The Baltic nation has fewer people in it than the Seattle-Tacoma metropolitan area, yet it has three players in the NBA right now — Jonas Valanciunas, Donatas Motiejunas, and Mindaugas Kuzminskas — and has put 11 players in the league total (such as Zydrunas Ilgauskas, Arvydas Sabonis, and Sarunas Marciulionis). The country has won three bronze medals in the Olympics ( 1992, 1996, and 2000). It’s Lithuanian league also has been the launching pad for Celtics’ Aron Baynes to make the NBA.

Now the Ball brothers LiAngelo and LaMelo are headed there on professional contracts.

One of those players — the Raptors’ Valanciunas, had advice for the Ball brothers, speaking to ESPN.

“They’re getting themselves into a great opportunity. Lithuania is beautiful country… We have great basketball history. We’re such a small country, but we have many, many great players. Our basketball school is good., so they chose a really good school. They just gotta work hard — it’s all about working. You can be as good as you can be by working. Talent is one thing, but work you put in, that’s gonna show up.

“If they have any problems, let me know. I can help them out.”
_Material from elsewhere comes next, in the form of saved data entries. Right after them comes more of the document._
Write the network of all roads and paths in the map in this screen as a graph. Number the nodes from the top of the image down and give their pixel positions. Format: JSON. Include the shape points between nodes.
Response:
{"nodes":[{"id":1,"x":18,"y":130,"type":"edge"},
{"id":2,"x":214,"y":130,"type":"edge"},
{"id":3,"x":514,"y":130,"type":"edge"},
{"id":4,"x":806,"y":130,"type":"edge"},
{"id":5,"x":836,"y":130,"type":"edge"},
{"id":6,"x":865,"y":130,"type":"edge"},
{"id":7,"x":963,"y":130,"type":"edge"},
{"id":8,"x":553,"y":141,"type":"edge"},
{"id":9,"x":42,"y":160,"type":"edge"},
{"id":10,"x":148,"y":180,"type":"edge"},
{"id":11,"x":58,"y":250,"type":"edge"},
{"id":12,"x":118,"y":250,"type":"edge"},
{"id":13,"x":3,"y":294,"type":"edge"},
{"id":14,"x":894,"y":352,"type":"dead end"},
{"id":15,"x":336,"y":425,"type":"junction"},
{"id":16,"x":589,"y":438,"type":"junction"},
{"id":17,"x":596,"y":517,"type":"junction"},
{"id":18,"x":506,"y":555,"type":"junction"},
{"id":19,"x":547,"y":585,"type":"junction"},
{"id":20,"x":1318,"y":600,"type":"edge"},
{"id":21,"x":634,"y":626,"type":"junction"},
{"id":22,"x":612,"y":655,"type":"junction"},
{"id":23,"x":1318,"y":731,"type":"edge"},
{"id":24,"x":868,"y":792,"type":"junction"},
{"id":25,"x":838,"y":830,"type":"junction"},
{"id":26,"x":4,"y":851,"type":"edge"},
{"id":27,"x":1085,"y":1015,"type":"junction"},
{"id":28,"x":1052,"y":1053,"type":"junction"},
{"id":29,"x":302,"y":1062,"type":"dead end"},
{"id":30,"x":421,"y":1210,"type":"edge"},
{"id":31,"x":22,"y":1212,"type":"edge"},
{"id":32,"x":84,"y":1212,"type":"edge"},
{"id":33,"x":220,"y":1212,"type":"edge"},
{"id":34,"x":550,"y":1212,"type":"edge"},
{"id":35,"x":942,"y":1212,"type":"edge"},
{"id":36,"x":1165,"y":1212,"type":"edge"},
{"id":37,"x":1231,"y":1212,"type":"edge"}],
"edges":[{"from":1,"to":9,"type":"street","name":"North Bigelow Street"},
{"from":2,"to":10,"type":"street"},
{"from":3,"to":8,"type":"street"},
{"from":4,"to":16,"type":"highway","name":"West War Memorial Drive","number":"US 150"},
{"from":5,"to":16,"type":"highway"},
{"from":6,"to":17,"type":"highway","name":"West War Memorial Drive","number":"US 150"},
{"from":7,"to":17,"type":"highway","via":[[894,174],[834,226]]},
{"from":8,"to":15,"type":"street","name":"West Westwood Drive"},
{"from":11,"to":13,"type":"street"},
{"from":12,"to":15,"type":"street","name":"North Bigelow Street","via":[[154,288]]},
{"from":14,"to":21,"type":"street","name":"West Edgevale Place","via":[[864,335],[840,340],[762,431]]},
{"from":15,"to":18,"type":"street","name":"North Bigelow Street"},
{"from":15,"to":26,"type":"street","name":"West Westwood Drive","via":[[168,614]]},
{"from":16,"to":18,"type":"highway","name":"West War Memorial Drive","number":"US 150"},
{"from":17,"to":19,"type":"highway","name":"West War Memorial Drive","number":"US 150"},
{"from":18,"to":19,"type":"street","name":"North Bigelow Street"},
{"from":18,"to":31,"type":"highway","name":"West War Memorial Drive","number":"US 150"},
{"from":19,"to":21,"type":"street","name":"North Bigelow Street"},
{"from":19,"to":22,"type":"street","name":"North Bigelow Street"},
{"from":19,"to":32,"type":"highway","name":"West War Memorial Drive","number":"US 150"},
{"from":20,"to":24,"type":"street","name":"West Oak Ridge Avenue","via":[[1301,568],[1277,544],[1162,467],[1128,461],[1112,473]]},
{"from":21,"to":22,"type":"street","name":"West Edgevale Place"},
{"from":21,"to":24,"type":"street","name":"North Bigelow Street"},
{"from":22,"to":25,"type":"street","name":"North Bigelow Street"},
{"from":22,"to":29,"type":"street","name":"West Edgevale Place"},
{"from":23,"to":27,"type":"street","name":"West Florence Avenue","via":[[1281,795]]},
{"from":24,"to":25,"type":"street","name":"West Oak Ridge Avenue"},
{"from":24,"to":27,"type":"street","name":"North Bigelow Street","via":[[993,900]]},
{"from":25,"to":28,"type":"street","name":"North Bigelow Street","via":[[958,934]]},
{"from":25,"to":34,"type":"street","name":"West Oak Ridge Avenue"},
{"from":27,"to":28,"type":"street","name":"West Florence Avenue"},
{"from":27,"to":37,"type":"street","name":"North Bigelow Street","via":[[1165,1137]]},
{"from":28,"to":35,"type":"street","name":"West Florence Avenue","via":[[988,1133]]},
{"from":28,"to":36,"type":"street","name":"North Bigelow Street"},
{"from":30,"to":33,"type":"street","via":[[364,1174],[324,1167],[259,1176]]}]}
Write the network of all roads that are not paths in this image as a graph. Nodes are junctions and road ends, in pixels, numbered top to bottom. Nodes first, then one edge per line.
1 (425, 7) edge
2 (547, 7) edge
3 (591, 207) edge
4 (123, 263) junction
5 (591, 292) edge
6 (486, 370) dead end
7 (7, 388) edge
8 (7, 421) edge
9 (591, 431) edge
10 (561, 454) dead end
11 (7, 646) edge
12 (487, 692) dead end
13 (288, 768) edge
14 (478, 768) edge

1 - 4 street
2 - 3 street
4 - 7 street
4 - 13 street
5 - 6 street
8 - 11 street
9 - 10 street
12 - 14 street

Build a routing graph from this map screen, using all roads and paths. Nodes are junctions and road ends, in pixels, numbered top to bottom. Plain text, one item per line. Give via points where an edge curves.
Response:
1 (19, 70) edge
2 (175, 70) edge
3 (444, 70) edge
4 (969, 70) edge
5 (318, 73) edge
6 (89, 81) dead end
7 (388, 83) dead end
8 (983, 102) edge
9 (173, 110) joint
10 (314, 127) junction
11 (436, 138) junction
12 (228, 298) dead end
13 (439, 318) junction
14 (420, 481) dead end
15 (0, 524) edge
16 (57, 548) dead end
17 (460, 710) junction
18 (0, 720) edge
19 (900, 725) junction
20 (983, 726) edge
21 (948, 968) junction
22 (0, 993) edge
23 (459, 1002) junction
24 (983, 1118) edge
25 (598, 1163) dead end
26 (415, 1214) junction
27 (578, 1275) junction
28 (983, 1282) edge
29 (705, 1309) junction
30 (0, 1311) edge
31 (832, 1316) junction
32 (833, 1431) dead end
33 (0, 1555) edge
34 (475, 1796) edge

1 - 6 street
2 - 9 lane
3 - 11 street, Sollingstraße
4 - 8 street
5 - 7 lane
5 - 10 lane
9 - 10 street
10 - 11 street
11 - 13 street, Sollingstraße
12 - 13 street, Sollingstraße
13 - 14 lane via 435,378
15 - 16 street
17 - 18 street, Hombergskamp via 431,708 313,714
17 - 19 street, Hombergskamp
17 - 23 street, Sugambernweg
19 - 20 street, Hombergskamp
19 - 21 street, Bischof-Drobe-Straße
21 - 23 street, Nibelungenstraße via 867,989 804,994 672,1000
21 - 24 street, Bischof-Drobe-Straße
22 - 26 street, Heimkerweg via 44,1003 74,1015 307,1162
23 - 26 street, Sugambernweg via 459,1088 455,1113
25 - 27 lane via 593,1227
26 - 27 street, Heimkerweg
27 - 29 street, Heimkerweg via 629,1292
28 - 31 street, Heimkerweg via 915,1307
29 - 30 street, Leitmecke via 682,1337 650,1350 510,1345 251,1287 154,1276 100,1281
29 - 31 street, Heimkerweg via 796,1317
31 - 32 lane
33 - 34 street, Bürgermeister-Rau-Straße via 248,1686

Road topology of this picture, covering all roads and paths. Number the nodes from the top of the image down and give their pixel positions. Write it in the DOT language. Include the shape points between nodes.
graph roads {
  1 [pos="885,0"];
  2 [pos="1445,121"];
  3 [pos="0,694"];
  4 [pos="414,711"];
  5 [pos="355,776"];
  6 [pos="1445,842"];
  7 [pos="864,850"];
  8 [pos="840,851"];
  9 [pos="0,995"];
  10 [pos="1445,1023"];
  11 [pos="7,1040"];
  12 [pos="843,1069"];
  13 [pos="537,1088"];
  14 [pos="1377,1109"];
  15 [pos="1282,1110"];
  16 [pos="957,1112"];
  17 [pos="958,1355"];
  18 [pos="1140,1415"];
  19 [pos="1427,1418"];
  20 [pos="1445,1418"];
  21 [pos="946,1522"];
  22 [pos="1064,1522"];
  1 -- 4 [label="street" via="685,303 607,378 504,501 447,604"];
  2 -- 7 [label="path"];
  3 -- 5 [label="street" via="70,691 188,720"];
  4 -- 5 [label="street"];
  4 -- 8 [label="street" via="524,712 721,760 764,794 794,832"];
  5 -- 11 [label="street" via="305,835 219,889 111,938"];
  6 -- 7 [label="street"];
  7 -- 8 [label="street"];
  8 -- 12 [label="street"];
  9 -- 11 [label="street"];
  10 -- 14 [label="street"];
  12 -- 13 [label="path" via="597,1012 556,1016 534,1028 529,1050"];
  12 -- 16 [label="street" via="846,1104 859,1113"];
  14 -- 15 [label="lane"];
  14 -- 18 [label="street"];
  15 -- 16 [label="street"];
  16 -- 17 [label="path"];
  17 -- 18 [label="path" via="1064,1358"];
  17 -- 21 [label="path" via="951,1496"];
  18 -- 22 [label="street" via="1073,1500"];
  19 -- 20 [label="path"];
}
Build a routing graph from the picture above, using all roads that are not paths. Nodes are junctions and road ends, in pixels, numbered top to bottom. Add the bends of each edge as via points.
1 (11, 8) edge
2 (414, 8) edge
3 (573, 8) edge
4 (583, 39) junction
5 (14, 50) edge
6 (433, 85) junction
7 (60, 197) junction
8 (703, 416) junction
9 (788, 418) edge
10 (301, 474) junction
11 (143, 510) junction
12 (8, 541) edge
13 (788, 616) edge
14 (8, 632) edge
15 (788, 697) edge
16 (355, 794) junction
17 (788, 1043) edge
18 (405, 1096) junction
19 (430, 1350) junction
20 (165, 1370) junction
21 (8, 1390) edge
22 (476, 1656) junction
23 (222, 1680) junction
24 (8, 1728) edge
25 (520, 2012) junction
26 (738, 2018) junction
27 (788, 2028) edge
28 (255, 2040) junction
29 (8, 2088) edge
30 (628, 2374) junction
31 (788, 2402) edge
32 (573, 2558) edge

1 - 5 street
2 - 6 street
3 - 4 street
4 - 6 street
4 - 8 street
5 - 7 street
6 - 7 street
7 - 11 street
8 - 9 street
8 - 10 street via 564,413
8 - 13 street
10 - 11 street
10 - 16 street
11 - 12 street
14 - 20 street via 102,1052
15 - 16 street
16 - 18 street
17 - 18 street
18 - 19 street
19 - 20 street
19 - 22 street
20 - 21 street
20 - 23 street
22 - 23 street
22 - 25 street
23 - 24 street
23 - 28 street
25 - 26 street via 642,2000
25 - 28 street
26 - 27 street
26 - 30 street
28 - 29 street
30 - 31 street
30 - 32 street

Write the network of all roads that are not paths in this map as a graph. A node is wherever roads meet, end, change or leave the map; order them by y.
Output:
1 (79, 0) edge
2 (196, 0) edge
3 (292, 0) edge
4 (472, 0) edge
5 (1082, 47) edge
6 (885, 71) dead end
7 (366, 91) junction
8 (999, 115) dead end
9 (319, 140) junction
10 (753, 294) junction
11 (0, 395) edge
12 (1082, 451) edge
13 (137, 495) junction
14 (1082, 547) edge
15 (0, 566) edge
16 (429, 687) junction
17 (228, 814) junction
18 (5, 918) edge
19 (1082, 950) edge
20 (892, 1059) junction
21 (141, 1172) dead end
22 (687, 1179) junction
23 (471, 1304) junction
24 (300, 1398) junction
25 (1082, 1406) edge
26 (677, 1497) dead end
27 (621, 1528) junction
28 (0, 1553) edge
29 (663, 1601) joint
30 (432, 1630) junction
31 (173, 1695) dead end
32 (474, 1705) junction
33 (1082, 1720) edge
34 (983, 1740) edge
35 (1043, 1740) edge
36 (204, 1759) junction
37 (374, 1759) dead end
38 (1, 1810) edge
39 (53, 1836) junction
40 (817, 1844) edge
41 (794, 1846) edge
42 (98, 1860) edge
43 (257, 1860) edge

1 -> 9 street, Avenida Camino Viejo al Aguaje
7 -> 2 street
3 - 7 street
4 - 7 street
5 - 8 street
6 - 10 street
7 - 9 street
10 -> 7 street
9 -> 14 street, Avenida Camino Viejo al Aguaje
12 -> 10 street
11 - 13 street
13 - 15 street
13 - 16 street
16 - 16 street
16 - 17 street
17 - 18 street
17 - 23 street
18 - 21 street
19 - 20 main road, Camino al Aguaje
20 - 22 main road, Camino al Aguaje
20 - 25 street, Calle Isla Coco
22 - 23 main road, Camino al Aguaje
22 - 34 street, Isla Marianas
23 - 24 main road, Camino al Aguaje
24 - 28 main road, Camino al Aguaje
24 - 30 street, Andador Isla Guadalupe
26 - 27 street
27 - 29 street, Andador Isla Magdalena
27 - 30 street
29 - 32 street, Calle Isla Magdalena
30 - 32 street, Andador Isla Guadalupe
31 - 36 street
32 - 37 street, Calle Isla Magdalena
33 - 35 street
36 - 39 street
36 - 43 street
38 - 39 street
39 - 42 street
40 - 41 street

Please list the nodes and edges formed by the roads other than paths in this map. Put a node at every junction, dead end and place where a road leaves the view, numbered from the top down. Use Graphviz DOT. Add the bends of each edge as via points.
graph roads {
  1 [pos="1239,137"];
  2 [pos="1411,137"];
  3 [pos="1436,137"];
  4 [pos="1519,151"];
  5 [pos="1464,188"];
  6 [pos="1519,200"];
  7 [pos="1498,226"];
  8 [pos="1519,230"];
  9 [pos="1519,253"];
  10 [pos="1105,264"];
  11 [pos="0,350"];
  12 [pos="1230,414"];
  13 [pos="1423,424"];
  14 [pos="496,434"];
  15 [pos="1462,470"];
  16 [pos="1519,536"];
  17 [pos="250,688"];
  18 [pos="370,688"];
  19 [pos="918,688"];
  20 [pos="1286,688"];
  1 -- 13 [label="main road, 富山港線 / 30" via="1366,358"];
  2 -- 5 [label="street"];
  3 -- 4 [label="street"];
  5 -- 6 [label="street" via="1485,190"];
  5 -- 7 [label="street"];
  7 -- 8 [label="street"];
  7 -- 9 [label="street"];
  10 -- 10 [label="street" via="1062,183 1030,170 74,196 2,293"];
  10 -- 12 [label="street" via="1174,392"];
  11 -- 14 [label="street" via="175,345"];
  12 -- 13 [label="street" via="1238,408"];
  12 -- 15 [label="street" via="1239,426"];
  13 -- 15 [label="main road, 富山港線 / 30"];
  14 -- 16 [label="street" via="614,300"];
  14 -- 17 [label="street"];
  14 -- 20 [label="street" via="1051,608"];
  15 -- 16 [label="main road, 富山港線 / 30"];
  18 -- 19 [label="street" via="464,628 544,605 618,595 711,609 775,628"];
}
Good luck finding anyone around the NBA who thinks this ends well, especially those who know the Ball family. They are sending a college freshman and a high school junior to a small city in a former Soviet bloc country with a very different culture, that will be a major adjustment. The coach doesn’t speak English and his former American players have not spoken highly of him. The Lithuanian league itself has men — far more physically developed than the Ball brothers — and is known for a physical style of play. It’s also known as a league where the players have a reasonably high hoops IQ and don’t like undisciplined players.

But if LiAngelo and LaMelo have any problems, they can call Valanciunas.